柳 宗理 氏の父親は民芸運動の創始者である柳 宗悦 氏です。
民芸は”機能を追求したデザインこそ美しい”という機能美を提唱している思想です。
装飾されたデザインではなく、人々が使いやすいように作り上げられたデザインこそモダンであると提唱しています。
そして”道具は使われている時が最も美しい”という「用の美」(ようのび)も提唱されています。
この父の影響もあり宗理 氏 自身も無名のデザインに興味を持っており、それらを集めた展示もしていました。
アノニマスデザインは特定のデザイナーが手掛けるプロダクトと違い、用途に合わせて形態を変えて自然と作り上げられるものです。

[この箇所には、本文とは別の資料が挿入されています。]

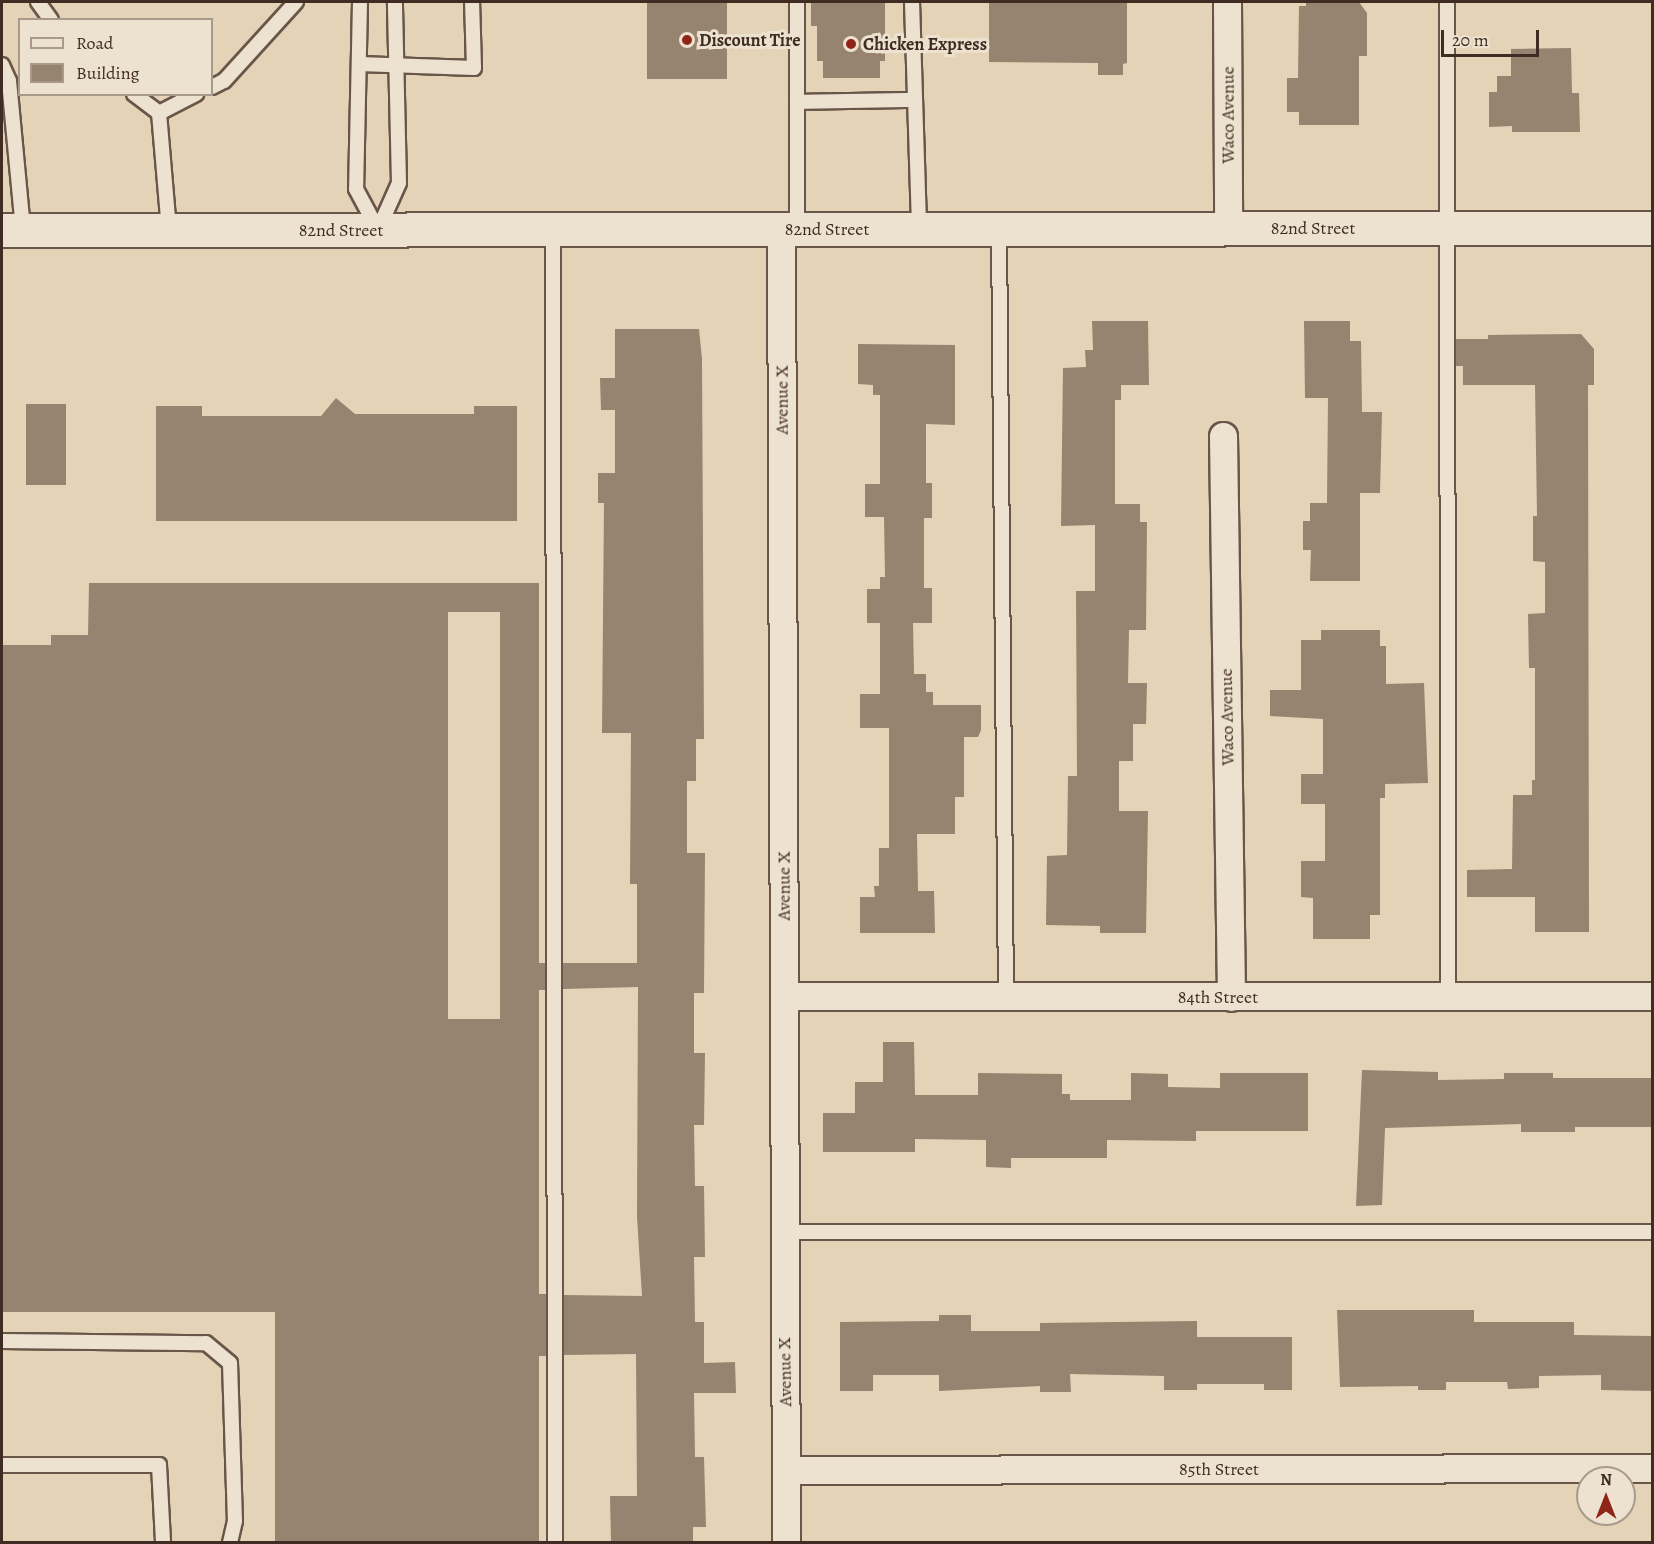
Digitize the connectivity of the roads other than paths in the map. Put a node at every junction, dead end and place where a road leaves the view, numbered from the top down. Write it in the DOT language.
graph roads {
  1 [pos="38,2"];
  2 [pos="296,2"];
  3 [pos="360,2"];
  4 [pos="395,2"];
  5 [pos="472,2"];
  6 [pos="797,2"];
  7 [pos="912,2"];
  8 [pos="1227,2"];
  9 [pos="1447,2"];
  10 [pos="50,18"];
  11 [pos="359,64"];
  12 [pos="396,64"];
  13 [pos="2,65"];
  14 [pos="213,86"];
  15 [pos="137,96"];
  16 [pos="192,96"];
  17 [pos="914,100"];
  18 [pos="798,102"];
  19 [pos="159,113"];
  20 [pos="999,228"];
  21 [pos="1228,228"];
  22 [pos="1445,228"];
  23 [pos="1653,228"];
  24 [pos="553,229"];
  25 [pos="789,229"];
  26 [pos="919,229"];
  27 [pos="12,230"];
  28 [pos="169,230"];
  29 [pos="378,230"];
  30 [pos="1223,436"];
  31 [pos="784,996"];
  32 [pos="1653,996"];
  33 [pos="1006,997"];
  34 [pos="1448,997"];
  35 [pos="1231,998"];
  36 [pos="784,1232"];
  37 [pos="1653,1232"];
  38 [pos="2,1341"];
  39 [pos="2,1465"];
  40 [pos="1653,1468"];
  41 [pos="786,1470"];
  42 [pos="163,1542"];
  43 [pos="230,1542"];
  44 [pos="555,1542"];
  45 [pos="786,1542"];
  1 -- 10 [label="lane"];
  2 -- 14 [label="lane"];
  3 -- 11 [label="lane"];
  4 -- 12 [label="lane"];
  5 -- 12 [label="lane"];
  6 -- 18 [label="lane"];
  7 -- 17 [label="lane"];
  8 -- 21 [label="street, Waco Avenue"];
  9 -- 22 [label="lane"];
  11 -- 12 [label="lane"];
  11 -- 29 [label="lane"];
  12 -- 29 [label="lane"];
  13 -- 27 [label="lane"];
  15 -- 19 [label="lane"];
  16 -- 19 [label="lane"];
  17 -- 18 [label="lane"];
  17 -- 26 [label="lane"];
  18 -- 25 [label="lane"];
  19 -- 28 [label="lane"];
  20 -- 21 [label="main road, 82nd Street"];
  20 -- 26 [label="main road, 82nd Street"];
  20 -- 33 [label="lane"];
  21 -- 22 [label="main road, 82nd Street"];
  22 -- 23 [label="main road, 82nd Street"];
  22 -- 34 [label="lane"];
  24 -- 25 [label="main road, 82nd Street"];
  24 -- 29 [label="main road, 82nd Street"];
  24 -- 44 [label="lane"];
  25 -- 26 [label="main road, 82nd Street"];
  25 -- 31 [label="street, Avenue X"];
  27 -- 28 [label="main road, 82nd Street"];
  28 -- 29 [label="main road, 82nd Street"];
  30 -- 35 [label="street, Waco Avenue"];
  31 -- 33 [label="street, 84th Street"];
  31 -- 36 [label="street, Avenue X"];
  32 -- 34 [label="street, 84th Street"];
  33 -- 35 [label="street, 84th Street"];
  34 -- 35 [label="street, 84th Street"];
  36 -- 37 [label="lane"];
  36 -- 41 [label="street, Avenue X"];
  38 -- 43 [label="lane"];
  39 -- 42 [label="lane"];
  40 -- 41 [label="street, 85th Street"];
  41 -- 45 [label="street, Avenue X"];
}
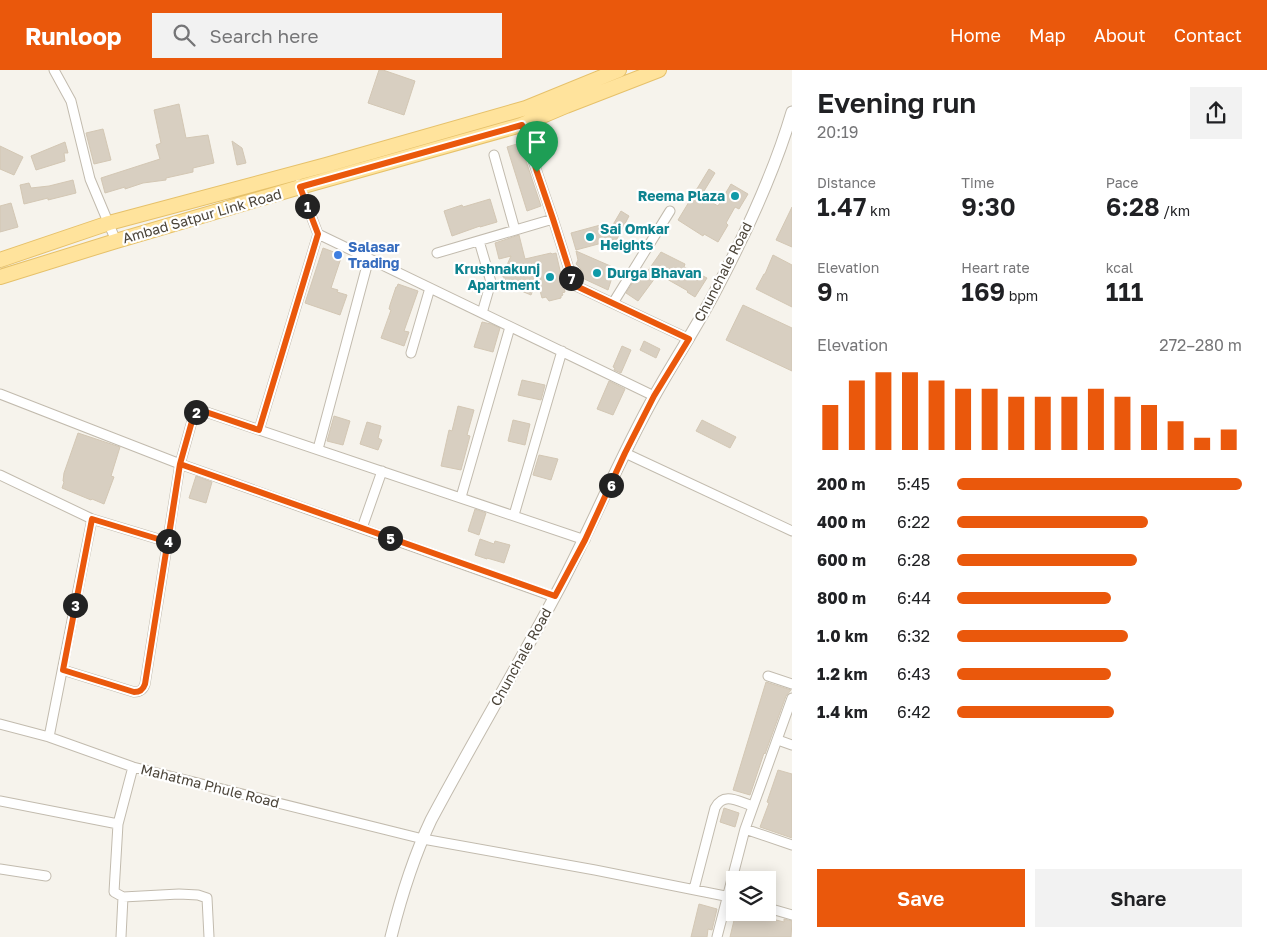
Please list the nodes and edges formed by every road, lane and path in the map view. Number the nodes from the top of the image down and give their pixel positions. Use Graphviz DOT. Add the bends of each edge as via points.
graph roads {
  1 [pos="54,70"];
  2 [pos="619,70"];
  3 [pos="659,70"];
  4 [pos="792,112"];
  5 [pos="522,125"];
  6 [pos="494,156"];
  7 [pos="295,173"];
  8 [pos="300,187"];
  9 [pos="670,211"];
  10 [pos="553,219"];
  11 [pos="108,223"];
  12 [pos="515,230"];
  13 [pos="318,234"];
  14 [pos="116,241"];
  15 [pos="479,241"];
  16 [pos="438,253"];
  17 [pos="369,258"];
  18 [pos="0,260"];
  19 [pos="0,277"];
  20 [pos="430,288"];
  21 [pos="613,304"];
  22 [pos="482,313"];
  23 [pos="510,327"];
  24 [pos="689,339"];
  25 [pos="562,352"];
  26 [pos="411,353"];
  27 [pos="0,394"];
  28 [pos="654,396"];
  29 [pos="259,430"];
  30 [pos="318,449"];
  31 [pos="625,453"];
  32 [pos="180,464"];
  33 [pos="382,471"];
  34 [pos="0,475"];
  35 [pos="461,497"];
  36 [pos="514,515"];
  37 [pos="92,519"];
  38 [pos="362,528"];
  39 [pos="792,531"];
  40 [pos="585,540"];
  41 [pos="168,542"];
  42 [pos="555,596"];
  43 [pos="63,670"];
  44 [pos="768,676"];
  45 [pos="792,684"];
  46 [pos="792,698"];
  47 [pos="0,724"];
  48 [pos="49,737"];
  49 [pos="778,740"];
  50 [pos="792,745"];
  51 [pos="133,767"];
  52 [pos="0,801"];
  53 [pos="753,806"];
  54 [pos="118,824"];
  55 [pos="745,829"];
  56 [pos="423,839"];
  57 [pos="792,845"];
  58 [pos="0,869"];
  59 [pos="736,871"];
  60 [pos="46,876"];
  61 [pos="694,889"];
  62 [pos="726,896"];
  63 [pos="123,897"];
  64 [pos="776,910"];
  65 [pos="726,911"];
  66 [pos="792,915"];
  67 [pos="120,937"];
  68 [pos="209,937"];
  69 [pos="391,937"];
  70 [pos="717,937"];
  1 -- 11 [label="street" via="71,100 90,179"];
  2 -- 7 [label="main road, Ambad Satpur Link Road" via="526,108"];
  3 -- 5 [label="main road, Ambad Satpur Link Road"];
  4 -- 24 [label="street, Chunchale Road" via="762,195"];
  5 -- 8 [label="main road, Ambad Satpur Link Road"];
  5 -- 10 [label="street"];
  6 -- 12 [label="street"];
  7 -- 8 [label="street"];
  7 -- 11 [label="main road, Ambad Satpur Link Road"];
  8 -- 13 [label="street"];
  8 -- 14 [label="main road, Ambad Satpur Link Road"];
  9 -- 21 [label="street"];
  10 -- 12 [label="street"];
  10 -- 21 [label="street" via="574,285"];
  11 -- 14 [label="street"];
  11 -- 18 [label="main road, Ambad Satpur Link Road"];
  12 -- 15 [label="street"];
  13 -- 17 [label="street"];
  13 -- 29 [label="street"];
  14 -- 19 [label="main road, Ambad Satpur Link Road"];
  15 -- 16 [label="street"];
  15 -- 22 [label="street" via="491,282"];
  17 -- 20 [label="street"];
  17 -- 30 [label="street"];
  20 -- 22 [label="street"];
  20 -- 26 [label="street"];
  21 -- 24 [label="street"];
  22 -- 23 [label="street"];
  23 -- 25 [label="street"];
  23 -- 35 [label="street"];
  24 -- 28 [label="street, Chunchale Road"];
  25 -- 28 [label="street"];
  25 -- 36 [label="street"];
  27 -- 32 [label="street"];
  28 -- 31 [label="street, Chunchale Road"];
  29 -- 30 [label="street"];
  29 -- 32 [label="street" via="197,410"];
  30 -- 33 [label="street"];
  31 -- 39 [label="street"];
  31 -- 40 [label="street, Chunchale Road"];
  32 -- 38 [label="street"];
  32 -- 41 [label="street"];
  33 -- 35 [label="street"];
  33 -- 38 [label="street"];
  34 -- 37 [label="street"];
  35 -- 36 [label="street"];
  36 -- 40 [label="street"];
  37 -- 41 [label="street"];
  37 -- 43 [label="street"];
  38 -- 42 [label="street"];
  40 -- 42 [label="street, Chunchale Road"];
  41 -- 43 [label="street" via="144,688 134,692"];
  42 -- 56 [label="street, Chunchale Road"];
  43 -- 48 [label="street"];
  44 -- 45 [label="street"];
  46 -- 49 [label="street"];
  47 -- 48 [label="street, Mahatma Phule Road"];
  48 -- 51 [label="street, Mahatma Phule Road"];
  49 -- 50 [label="street"];
  49 -- 53 [label="street"];
  51 -- 54 [label="street"];
  51 -- 56 [label="street, Mahatma Phule Road"];
  52 -- 54 [label="street"];
  53 -- 55 [label="street"];
  53 -- 61 [label="street" via="727,798 718,803"];
  54 -- 63 [label="street" via="114,892"];
  55 -- 57 [label="street"];
  55 -- 59 [label="street"];
  56 -- 61 [label="street, Mahatma Phule Road"];
  56 -- 69 [label="street, Chunchale Road"];
  58 -- 60 [label="street"];
  61 -- 62 [label="street, Mahatma Phule Road"];
  63 -- 67 [label="street"];
  63 -- 68 [label="street" via="179,894 208,898"];
  64 -- 66 [label="street"];
  65 -- 70 [label="street"];
}
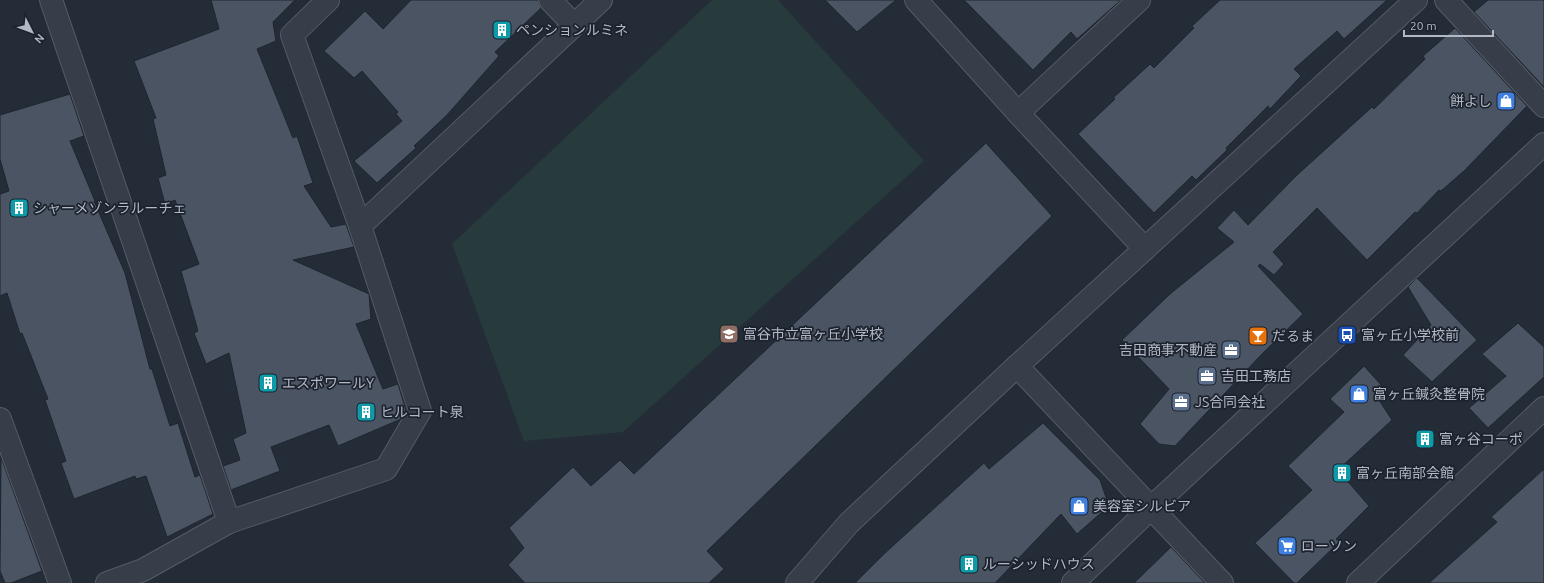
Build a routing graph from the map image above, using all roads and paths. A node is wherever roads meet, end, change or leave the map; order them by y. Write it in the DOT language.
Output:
graph roads {
  1 [pos="51,0"];
  2 [pos="328,0"];
  3 [pos="550,0"];
  4 [pos="601,0"];
  5 [pos="916,0"];
  6 [pos="1139,0"];
  7 [pos="1416,0"];
  8 [pos="1446,0"];
  9 [pos="574,25"];
  10 [pos="1544,106"];
  11 [pos="1018,113"];
  12 [pos="1544,144"];
  13 [pos="360,226"];
  14 [pos="1145,249"];
  15 [pos="1016,366"];
  16 [pos="1544,408"];
  17 [pos="0,421"];
  18 [pos="1152,507"];
  19 [pos="229,522"];
  20 [pos="60,583"];
  21 [pos="106,583"];
  22 [pos="797,583"];
  23 [pos="1073,583"];
  24 [pos="1222,583"];
  25 [pos="1358,583"];
  1 -- 19 [label="street"];
  2 -- 13 [label="street"];
  3 -- 9 [label="street"];
  4 -- 9 [label="street"];
  5 -- 11 [label="street"];
  6 -- 11 [label="street"];
  7 -- 14 [label="street"];
  8 -- 10 [label="street"];
  9 -- 13 [label="street"];
  11 -- 14 [label="street"];
  12 -- 18 [label="street"];
  13 -- 19 [label="street"];
  14 -- 15 [label="street"];
  15 -- 18 [label="street"];
  15 -- 22 [label="street"];
  16 -- 25 [label="street"];
  17 -- 20 [label="street"];
  18 -- 23 [label="street"];
  18 -- 24 [label="street"];
  19 -- 21 [label="street"];
}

見た目の美しさを追求するのではなく、道具として人が使いやすいように出来上がります。
優れた機能を持つデザインは見た目にも美しいということですね。
『形は機能をともなう』
この提唱はオーストリアのワイングラスメーカーRIEDEL(リーデル)社の創業者によるものです。
ワインの魅力を最大限に引き出し美味しく飲むための形を追求すると、そのグラスは自然と美しい見た目になるということです。
リーデル社に限らず、機能を持ったものは美しいという製品開発をしている会社は世界各地にあります。
アノニマスデザインから機能美に話がずれましたが、近い存在のため一緒に説明しました。
アノニマスデザインは数えきれないほど存在します。
一度身の回りの物がどんな経緯で作られたか調べてみてください。